(Obligatory Throwaway. All names changed for anonymity.)
I (44F) am married to my hubby, Jimmy (48M) for over two decades. My parents died suddenly in a car accident 10 years ago. I have a younger sister, Abigail (39F) with Downs Syndrome, and Jimmy and I are guardians. Abigail is my sweet angel on Earth.
When my parents passed, I was a working mother of three young kids, helping to build our family business with my husband. At first, Abigail lived with us full time. Jimmy has always been at my side with her care and loves her to bits.
After a few months we realized that my sister needed more attention than we could give her. There was just not enough time in the day. We discussed what would be best for her and decided to put her into a private adult home for special needs people. It's very costly (over 10k a month) and comes from our own finances.
The facility does all sorts of activities and field trips. She loves her home, her friends and the "special" days the facility hosts. We are always stopping by to either visit, sign her out on holidays to spend with family, keep her overnight for special sleep overs with my kids and take her on every vacation with us. We never go more than 24 hours without one of us making sure she's ok.

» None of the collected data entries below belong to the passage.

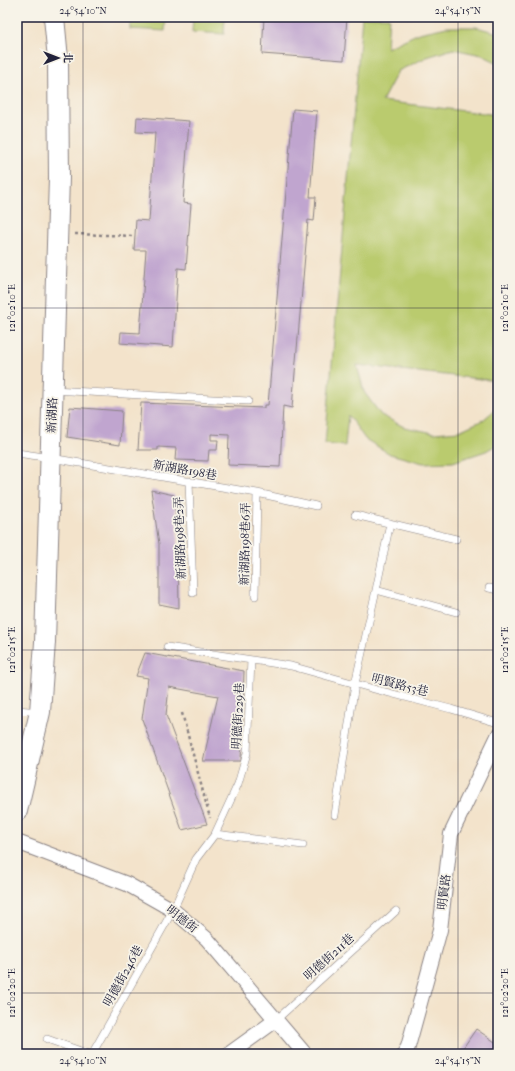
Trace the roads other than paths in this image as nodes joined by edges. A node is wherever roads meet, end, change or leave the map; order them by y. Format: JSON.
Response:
{"nodes":[{"id":1,"x":54,"y":17,"type":"edge"},
{"id":2,"x":53,"y":390,"type":"junction"},
{"id":3,"x":248,"y":401,"type":"dead end"},
{"id":4,"x":17,"y":453,"type":"edge"},
{"id":5,"x":51,"y":458,"type":"junction"},
{"id":6,"x":189,"y":481,"type":"junction"},
{"id":7,"x":256,"y":493,"type":"junction"},
{"id":8,"x":316,"y":506,"type":"dead end"},
{"id":9,"x":356,"y":515,"type":"dead end"},
{"id":10,"x":390,"y":523,"type":"junction"},
{"id":11,"x":456,"y":539,"type":"dead end"},
{"id":12,"x":489,"y":588,"type":"dead end"},
{"id":13,"x":376,"y":590,"type":"junction"},
{"id":14,"x":498,"y":590,"type":"edge"},
{"id":15,"x":193,"y":593,"type":"dead end"},
{"id":16,"x":255,"y":596,"type":"dead end"},
{"id":17,"x":456,"y":612,"type":"dead end"},
{"id":18,"x":167,"y":647,"type":"dead end"},
{"id":19,"x":251,"y":660,"type":"junction"},
{"id":20,"x":355,"y":684,"type":"junction"},
{"id":21,"x":17,"y":710,"type":"edge"},
{"id":22,"x":40,"y":712,"type":"junction"},
{"id":23,"x":498,"y":723,"type":"edge"},
{"id":24,"x":498,"y":736,"type":"edge"},
{"id":25,"x":17,"y":811,"type":"edge"},
{"id":26,"x":335,"y":815,"type":"dead end"},
{"id":27,"x":215,"y":834,"type":"junction"},
{"id":28,"x":17,"y":842,"type":"edge"},
{"id":29,"x":303,"y":845,"type":"dead end"},
{"id":30,"x":173,"y":910,"type":"junction"},
{"id":31,"x":396,"y":911,"type":"dead end"},
{"id":32,"x":276,"y":1020,"type":"junction"},
{"id":33,"x":47,"y":1039,"type":"dead end"},
{"id":34,"x":91,"y":1054,"type":"edge"},
{"id":35,"x":229,"y":1054,"type":"edge"},
{"id":36,"x":305,"y":1054,"type":"edge"},
{"id":37,"x":404,"y":1054,"type":"edge"}],
"edges":[{"from":1,"to":2,"type":"street","name":"新湖路"},
{"from":2,"to":3,"type":"lane"},
{"from":2,"to":5,"type":"street","name":"新湖路"},
{"from":4,"to":5,"type":"lane","name":"新湖路198巷"},
{"from":5,"to":6,"type":"lane","name":"新湖路198巷"},
{"from":5,"to":22,"type":"street","name":"新湖路"},
{"from":6,"to":7,"type":"lane","name":"新湖路198巷"},
{"from":6,"to":15,"type":"lane","name":"新湖路198巷2弄"},
{"from":7,"to":8,"type":"lane","name":"新湖路198巷"},
{"from":7,"to":16,"type":"lane","name":"新湖路198巷6弄"},
{"from":9,"to":10,"type":"lane"},
{"from":10,"to":11,"type":"lane"},
{"from":10,"to":13,"type":"lane"},
{"from":12,"to":14,"type":"lane"},
{"from":13,"to":17,"type":"lane"},
{"from":13,"to":20,"type":"lane"},
{"from":18,"to":19,"type":"lane"},
{"from":19,"to":20,"type":"lane"},
{"from":19,"to":27,"type":"lane","name":"明德街229巷"},
{"from":20,"to":23,"type":"lane","name":"明賢路53巷"},
{"from":20,"to":26,"type":"lane","name":"明賢路53巷"},
{"from":21,"to":22,"type":"lane"},
{"from":22,"to":25,"type":"street","name":"新湖路"},
{"from":24,"to":37,"type":"street","name":"明賢路"},
{"from":27,"to":29,"type":"lane"},
{"from":27,"to":30,"type":"lane","name":"明德街229巷"},
{"from":28,"to":30,"type":"street","name":"明德街"},
{"from":30,"to":32,"type":"street","name":"明德街"},
{"from":30,"to":34,"type":"lane","name":"明德街246巷"},
{"from":31,"to":32,"type":"lane","name":"明德街211巷"},
{"from":32,"to":35,"type":"street"},
{"from":32,"to":36,"type":"street","name":"明德街"},
{"from":33,"to":34,"type":"lane"}]}
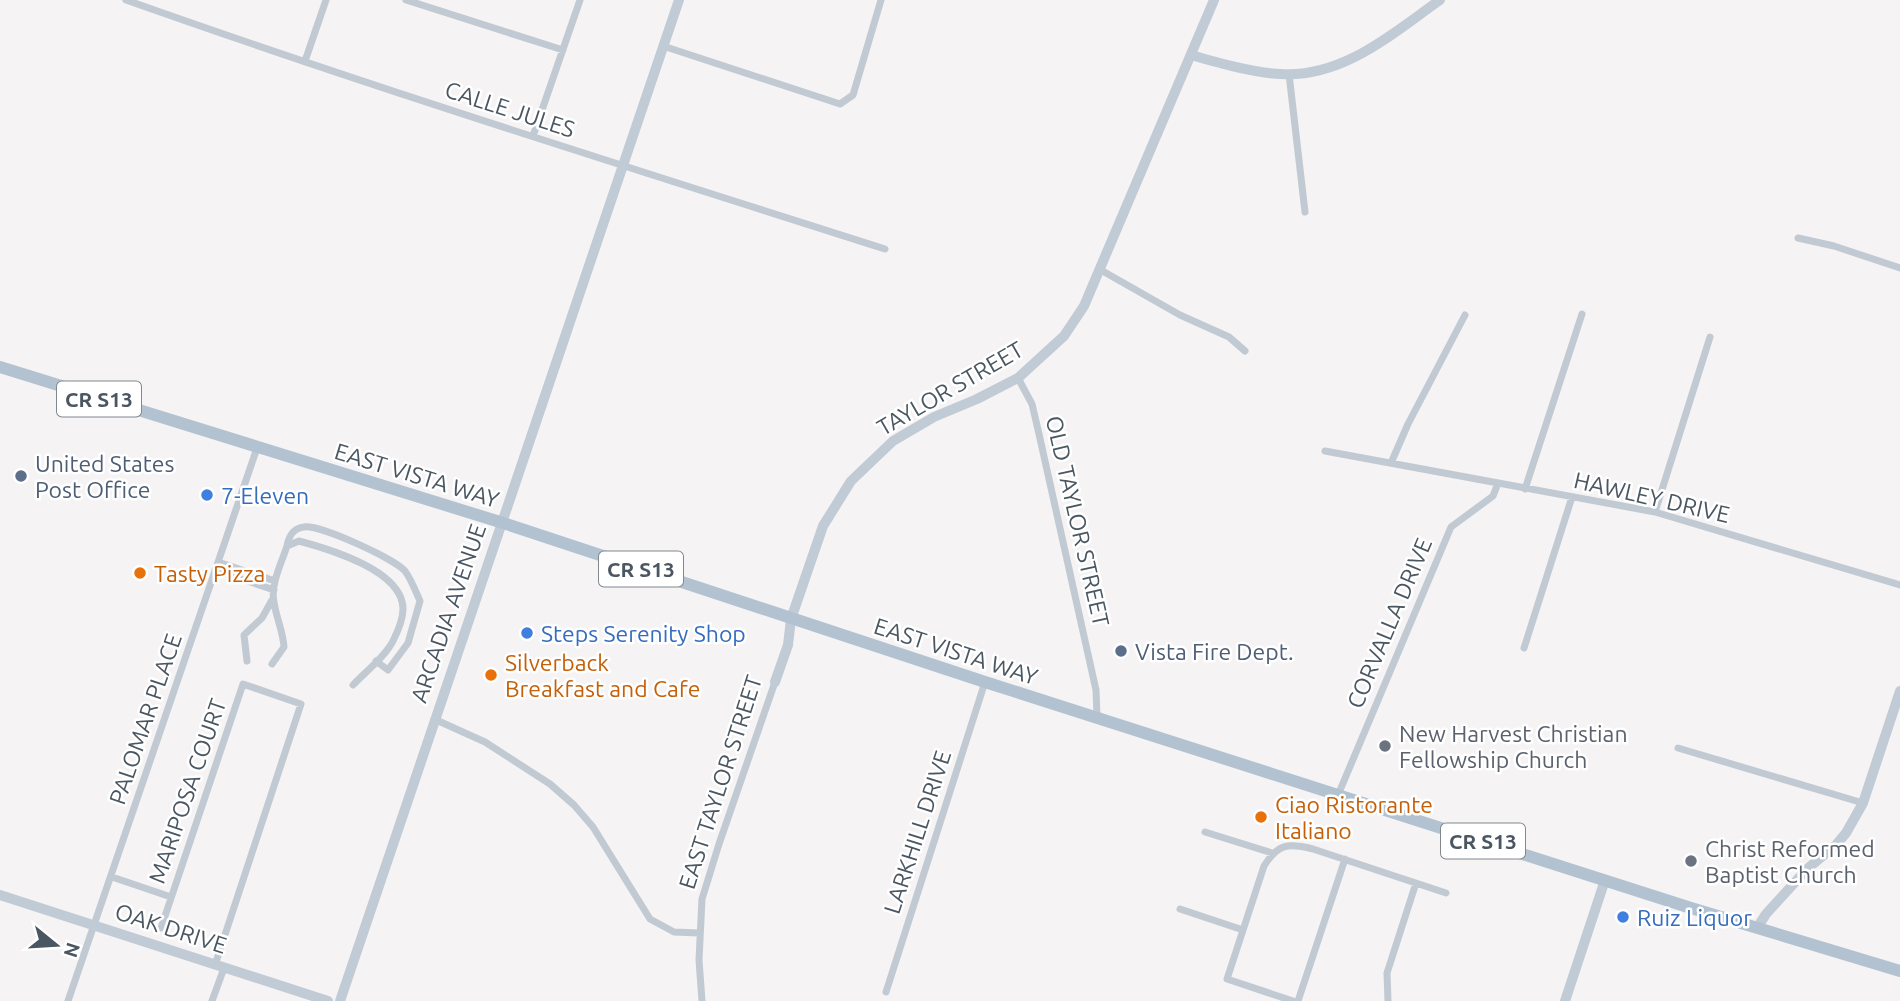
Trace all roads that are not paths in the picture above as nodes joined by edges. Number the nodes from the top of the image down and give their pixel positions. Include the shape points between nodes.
1 (125, 0) edge
2 (326, 0) edge
3 (406, 0) edge
4 (580, 0) edge
5 (679, 0) edge
6 (881, 0) edge
7 (1214, 0) edge
8 (1440, 0) edge
9 (663, 46) junction
10 (563, 50) junction
11 (1191, 55) junction
12 (305, 61) junction
13 (1289, 74) junction
14 (533, 136) junction
15 (622, 165) junction
16 (1305, 212) dead end
17 (1798, 237) dead end
18 (885, 249) dead end
19 (1900, 268) edge
20 (1099, 270) junction
21 (1582, 314) dead end
22 (1465, 316) dead end
23 (1710, 337) dead end
24 (1245, 351) dead end
25 (0, 368) edge
26 (1018, 377) junction
27 (257, 448) junction
28 (1325, 451) dead end
29 (1391, 463) junction
30 (1498, 483) junction
31 (1525, 489) junction
32 (1572, 497) junction
33 (1655, 512) junction
34 (500, 522) junction
35 (287, 546) junction
36 (217, 566) junction
37 (275, 581) junction
38 (1900, 585) edge
39 (274, 595) junction
40 (791, 619) junction
41 (1524, 648) dead end
42 (247, 661) dead end
43 (376, 661) junction
44 (272, 664) dead end
45 (775, 682) joint
46 (985, 682) junction
47 (353, 685) dead end
48 (1900, 691) edge
49 (1097, 717) junction
50 (434, 719) junction
51 (1678, 748) dead end
52 (1338, 795) junction
53 (1863, 803) junction
54 (1205, 832) dead end
55 (1272, 853) junction
56 (1345, 859) junction
57 (112, 877) junction
58 (1605, 880) junction
59 (1416, 883) junction
60 (1446, 893) dead end
61 (0, 895) edge
62 (171, 897) junction
63 (1180, 909) dead end
64 (96, 926) junction
65 (161, 928) dead end
66 (1757, 928) junction
67 (1243, 930) junction
68 (699, 933) junction
69 (220, 966) junction
70 (1900, 971) edge
71 (886, 992) dead end
72 (68, 1001) edge
73 (212, 1001) edge
74 (328, 1001) edge
75 (340, 1001) edge
76 (702, 1001) edge
77 (1295, 1001) edge
78 (1388, 1001) edge
79 (1565, 1001) edge

1 - 12 street, CALLE JULES
2 - 12 street
3 - 10 street
4 - 10 street
5 - 9 street, ARCADIA AVENUE
6 - 9 street via 853,95 840,104
7 - 11 street, TAYLOR STREET
8 - 13 street via 1340,64
9 - 15 street, ARCADIA AVENUE
10 - 14 street
11 - 13 street
11 - 20 street, TAYLOR STREET
12 - 14 street, CALLE JULES
13 - 16 street
14 - 15 street, CALLE JULES
15 - 18 street, CALLE JULES
15 - 34 street, ARCADIA AVENUE
17 - 19 street
20 - 24 street via 1229,337
20 - 26 street, TAYLOR STREET via 1073,324
21 - 31 street
22 - 29 street
23 - 33 street
25 - 27 main road, EAST VISTA WAY / CR S13
26 - 40 street, TAYLOR STREET via 892,441 851,481 823,526
26 - 49 street, OLD TAYLOR STREET via 1032,404 1096,690
27 - 34 main road, EAST VISTA WAY / CR S13
27 - 36 street, PALOMAR PLACE
28 - 29 street, HAWLEY DRIVE
29 - 30 street, HAWLEY DRIVE
30 - 31 street, HAWLEY DRIVE
30 - 52 street, CORVALLA DRIVE via 1493,496 1451,527
31 - 32 street, HAWLEY DRIVE
32 - 33 street, HAWLEY DRIVE
32 - 41 street
33 - 38 street, HAWLEY DRIVE
34 - 40 main road, EAST VISTA WAY / CR S13
34 - 50 street, ARCADIA AVENUE
35 - 37 street
35 - 43 street via 305,543 356,561 391,581 403,611 393,642
35 - 43 street via 294,531 309,527 360,544 405,571 420,601 408,643 388,670
36 - 37 street
36 - 39 street
36 - 57 street, PALOMAR PLACE
37 - 39 street
39 - 42 street via 266,612 244,635
39 - 44 street via 284,647
40 - 45 street, EAST TAYLOR STREET
40 - 46 main road, EAST VISTA WAY / CR S13
43 - 47 street
45 - 68 street, EAST TAYLOR STREET via 702,899
46 - 49 main road, EAST VISTA WAY / CR S13
46 - 71 street, LARKHILL DRIVE
48 - 53 street
49 - 52 main road, EAST VISTA WAY / CR S13
50 - 68 street via 485,742 574,804 650,919 674,932
50 - 75 street, ARCADIA AVENUE
51 - 53 street
52 - 58 main road, EAST VISTA WAY / CR S13
53 - 66 street via 1836,845 1807,869
54 - 55 street
55 - 56 street via 1293,845
55 - 67 street
56 - 59 street
56 - 77 street
57 - 62 street
57 - 64 street, PALOMAR PLACE
58 - 66 main road, EAST VISTA WAY / CR S13
58 - 79 street
59 - 60 street
59 - 78 street via 1387,973
61 - 64 street, OAK DRIVE
62 - 65 street, MARIPOSA COURT
62 - 69 street, MARIPOSA COURT via 243,684 301,704
63 - 67 street
64 - 69 street, OAK DRIVE
64 - 72 street, PALOMAR PLACE
66 - 70 main road, EAST VISTA WAY / CR S13
67 - 77 street via 1227,979
68 - 76 street, EAST TAYLOR STREET
69 - 73 street
69 - 74 street, OAK DRIVE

Now onto the issue. I have a SIL, Jenny (42F) who had her first child after years of trying. She's become the typical first-time mom who believes she invented motherhood and is openly opinionated about things she believes other parents fall short on. I mostly ignore her and so does Jimmy.
We hosted a BBQ at my house for Labor Day with my FIL, MIL, Jenny, her husband, baby and my kids. Abigail had a planned trip to the zoo and asked if she could go. Of course, we said OK. While I we were eating, Jenny turned to me and asked me where Abigail was. Her tone was more accusatory than questioning.
I simply didn't want to get into it with Jenny, so I said Abigail wanted to stay at the home. Jenny then turned to her hubby and said, "See this is why it won't ever happen." My MIL asked Jenny what she was talking about.
Jenny, all snarky, said to the whole table, "We did our wills last week and knew these two wouldn't be suitable as guardians of our baby if something happened to us. They tossed her sister into a home rather than be real family to her! I won't let that happen to my child."
I didn't let it show, but I was extremely hurt she could say this. Instead of yelling, I laughed at her and said, "Well that's great news since I have ZERO desire to raise your kid." More was said but that's the gist of it. Jenny left with her family calling me nasty swear words as she walked out. (I might of said a few swear words myself right back at her!)
It's been over a month now and Jimmy is still getting nasty texts from Jenny demanding I apologize. My MIL knows she overstepped with her comment but is asking me to be the bigger person and say sorry to keep the peace. I refuse. AITA?
NTA and Jenny is a major AH. If she had actual concerns she should have talked to you or her brother. And if she had half a brain she would see that sometimes living in a group home is better than with family who don't have the time or resources to properly care for or enrich the life of a person with special needs.
Sounds like you are still involved in Abigail's life and she's happy. That is what's important. Also, if SIL does feel this way, she doesn't need to make it known and do so in such a hurtful and insulting way.
I'm completely non-special needs and the idea of living in a group home like OP describes sounds bloody fantastic. People who cook and clean form you, a load of friends and trips to the zoo.
So as the DIL you need to be the bigger person? Why is that? My own mother would have told me off if I acted like your SIL did. But your SIL has a strong personality so your MIL wants to take the easy way out. Is it okay she hurt your feelings but not that you hurt her daughter's? BTW: It warms my heart Abigail loves her group home. NTA.
This place is amazing. I couldn't say everything because of limits but its a big building that houses everyone in their own "dorm room." They host cooking classes, gym classes, art class, take them swimming to the local YMCA, host talent shows, day trips, movie nights.
There isn't a day that goes by Abigail doesn't have something to look forward to. At first it was an adjustment, I felt a lot of guilt that first year. But now she's thriving and getting much more enrichment than simply staying in my house, by herself, without much interaction during the day.
Thank you Everyone. My MIL called me this morning...which prompted the post and asked me to call SIL and make amends. She's concerned about seeing the new baby and SILs threats to not attend Thanksgiving if I don't.
I love my MIL and have a normally good relationship with her. That's where I'm feeling the push and if AITA because I'm refusing to apologize. I couldn't get all this in due to post limits. I talked to my husband and he said it's up to me on how I handle this. He thinks Jenny was insulting him as well as me.
Do not apologize. Stand your ground. She was way out of line. An apology will only aid in convincing her she was right. I would tell your Mother in law you can’t allow for what she said and implied about you and your husband to stand nor will you apologize for the sake of “peace” to someone who spoke that way about you in your own home. F*ck her and the broom she rode in on.